Positional Embedding of shape \((N, d_\text{emb})\)

Return type:

(torch.Tensor)

class dmme.models.ddpm.ResBlock(c_in, c_out, with_attention=False, emb_dim=512, num_groups=32, p=0.1)[source]#

3x3 basic resblocks with group norm, dropout and timestep embeddings

Parameters:
  • c_in (int) – number of input channels

  • c_out (int) – number of output channels

  • with_attention (bool) – whether to add attention block

  • emb_dim (int) – input timestep embedding dimension

  • num_groups (int) – number of groups in nn.GroupNorm

  • p (float) – dropout rate in nn.Dropout2d

forward(x, c)[source]#
Parameters:
  • x (torch.Tensor) – image of shape \((N, C_\text{in}, H, W)\)

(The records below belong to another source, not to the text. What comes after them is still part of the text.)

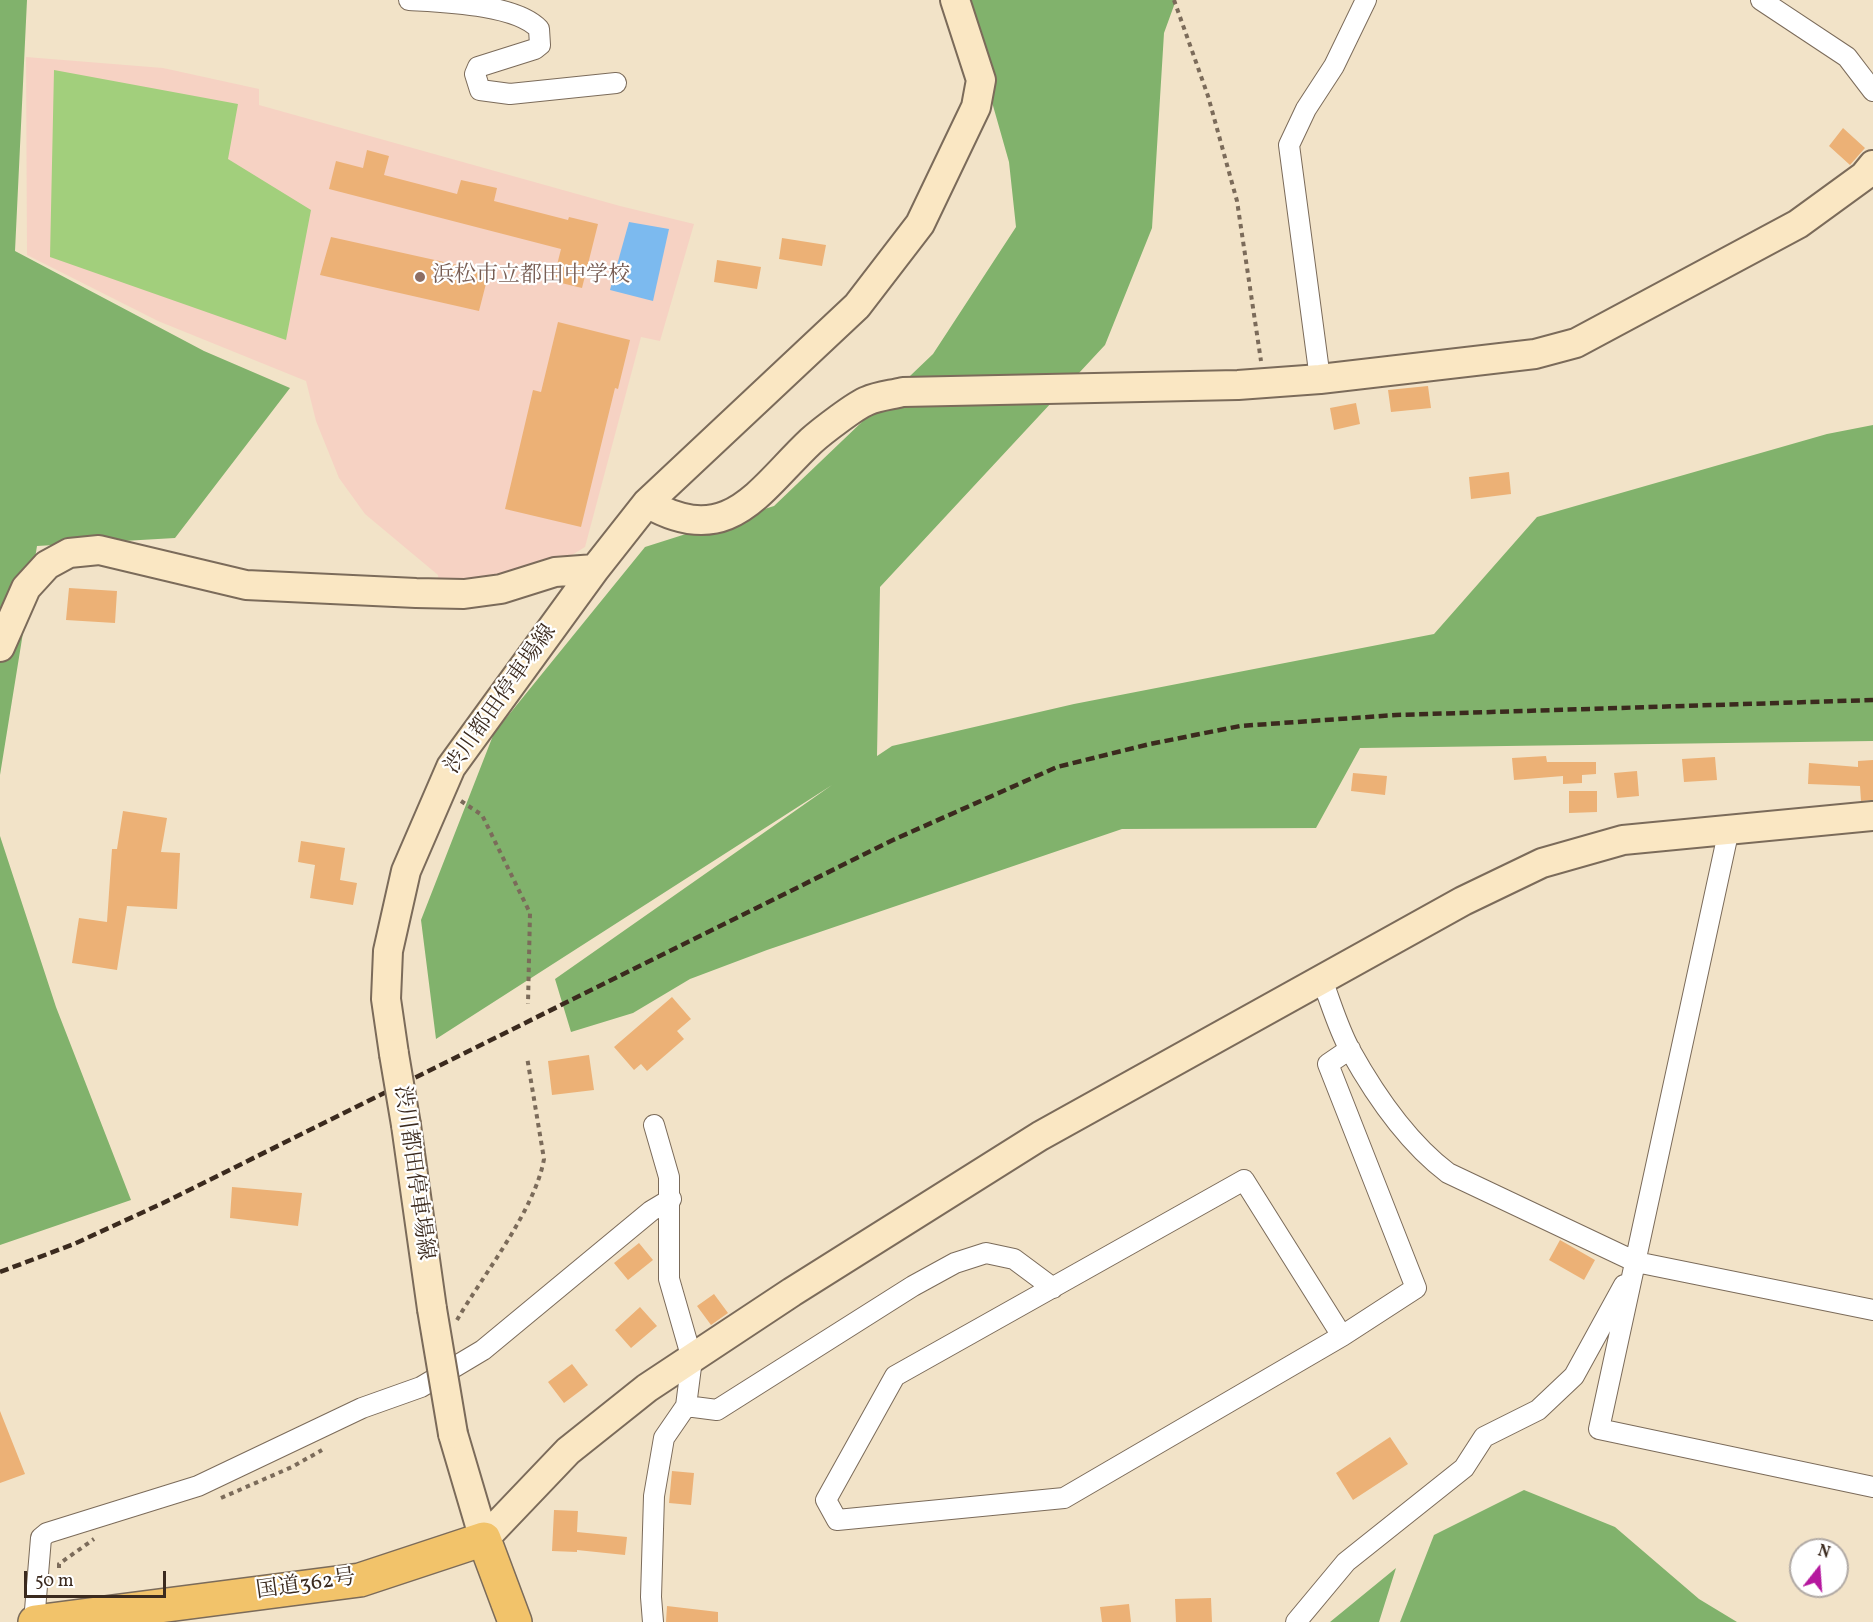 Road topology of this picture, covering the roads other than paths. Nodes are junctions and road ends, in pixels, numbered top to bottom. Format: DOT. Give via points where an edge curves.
graph roads {
  1 [pos="409,0"];
  2 [pos="955,0"];
  3 [pos="1366,0"];
  4 [pos="1761,0"];
  5 [pos="616,83"];
  6 [pos="1873,91"];
  7 [pos="1873,165"];
  8 [pos="1320,379"];
  9 [pos="647,503"];
  10 [pos="595,569"];
  11 [pos="0,647"];
  12 [pos="1873,816"];
  13 [pos="1729,829"];
  14 [pos="1322,981"];
  15 [pos="1350,1049"];
  16 [pos="654,1125"];
  17 [pos="670,1198"];
  18 [pos="1636,1262"];
  19 [pos="1053,1288"];
  20 [pos="1873,1310"];
  21 [pos="1342,1336"];
  22 [pos="692,1359"];
  23 [pos="686,1406"];
  24 [pos="1873,1487"];
  25 [pos="484,1539"];
  26 [pos="35,1622"];
  27 [pos="515,1622"];
  28 [pos="653,1622"];
  29 [pos="1296,1622"];
  1 -- 5 [label="street" via="488,8 522,18 539,29 540,45 535,49 478,67 475,74 480,90 510,94"];
  2 -- 9 [label="street, 渋川都田停車場線" via="981,80 976,107 920,224 857,306"];
  3 -- 8 [label="street" via="1289,145"];
  4 -- 6 [label="street" via="1847,57"];
  7 -- 8 [label="street" via="1864,176 1798,224 1576,344 1535,354"];
  8 -- 9 [label="street" via="903,392 866,401 813,440 752,503 723,517 694,521 664,513"];
  9 -- 10 [label="street, 渋川都田停車場線"];
  10 -- 11 [label="street" via="555,572 501,589 464,594 416,593 246,585 99,550 69,553 47,565 26,588"];
  10 -- 25 [label="street, 渋川都田停車場線, bridge" via="451,767 406,871 388,951 386,999 443,1316 453,1434"];
  12 -- 13 [label="street"];
  13 -- 14 [label="street" via="1623,840 1542,863 1463,901"];
  13 -- 18 [label="street"];
  14 -- 15 [label="street"];
  14 -- 22 [label="street" via="1040,1136 884,1232"];
  15 -- 18 [label="street" via="1397,1122 1448,1173"];
  15 -- 21 [label="street" via="1328,1064 1416,1288"];
  16 -- 17 [label="street" via="669,1177"];
  17 -- 22 [label="street" via="669,1279"];
  17 -- 26 [label="street" via="483,1350 421,1387 362,1408 198,1486 46,1533 41,1538"];
  18 -- 20 [label="street"];
  18 -- 24 [label="street" via="1599,1429"];
  18 -- 29 [label="street" via="1574,1376 1538,1410 1484,1437 1464,1468 1346,1562"];
  19 -- 21 [label="street" via="1244,1180"];
  19 -- 21 [label="street" via="895,1376 826,1500 837,1520 1064,1498"];
  19 -- 23 [label="street" via="1014,1259 986,1253 955,1263 903,1293 717,1410"];
  22 -- 23 [label="street"];
  22 -- 25 [label="street" via="647,1388 568,1451"];
  23 -- 28 [label="street" via="664,1438 654,1496"];
  25 -- 26 [label="highway, 国道362号" via="360,1580"];
  25 -- 27 [label="highway"];
}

  • c (torch.Tensor) – timestep embedding of shape \((N, d_\text{emb})\)

Returns:

feature map of shape \((N, C_\text{out}, H, W)\)

Return type:

(torch.Tensor)

dmme.models.ddpm.DownSample(c_in, c_out)[source]#

Downsample blocks

Parameters:
  • c_in (int) – number of input channels

  • c_out (int) – number of output channels

Returns:

down sampling layer using 2d convolutions

Return type:

(nn.Conv2d)

class dmme.models.ddpm.UpSample(c_in, c_out)[source]#

Upsample blocks

Parameters:
  • c_in (int) – number of input channels

  • c_out (int) – number of output channels

forward(x)[source]#
Parameters:

x (torch.Tensor) – image of shape \((N, C_\text{in}, H, W)\)

Returns:

downsampled feature map of shape \((N, C_\text{out}, H//2, W//2)\)

Return type:

(torch.Tensor)

class dmme.models.ddpm.Attention(dim, num_groups)[source]#

Self Attention with groupnorm

Parameters:
  • dim (int) – equivalent to \(d_\text{model}\)

  • num_groups (int) – number of groups in nn.GroupNorm

forward(x)[source]#
Parameters:

x (torch.Tensor) – image of shape \((N, C_\text{in}, H, W)\)

Returns:

feature maps of shape \((N, C_\text{in}, H, W)\)

Return type:

(torch.Tensor)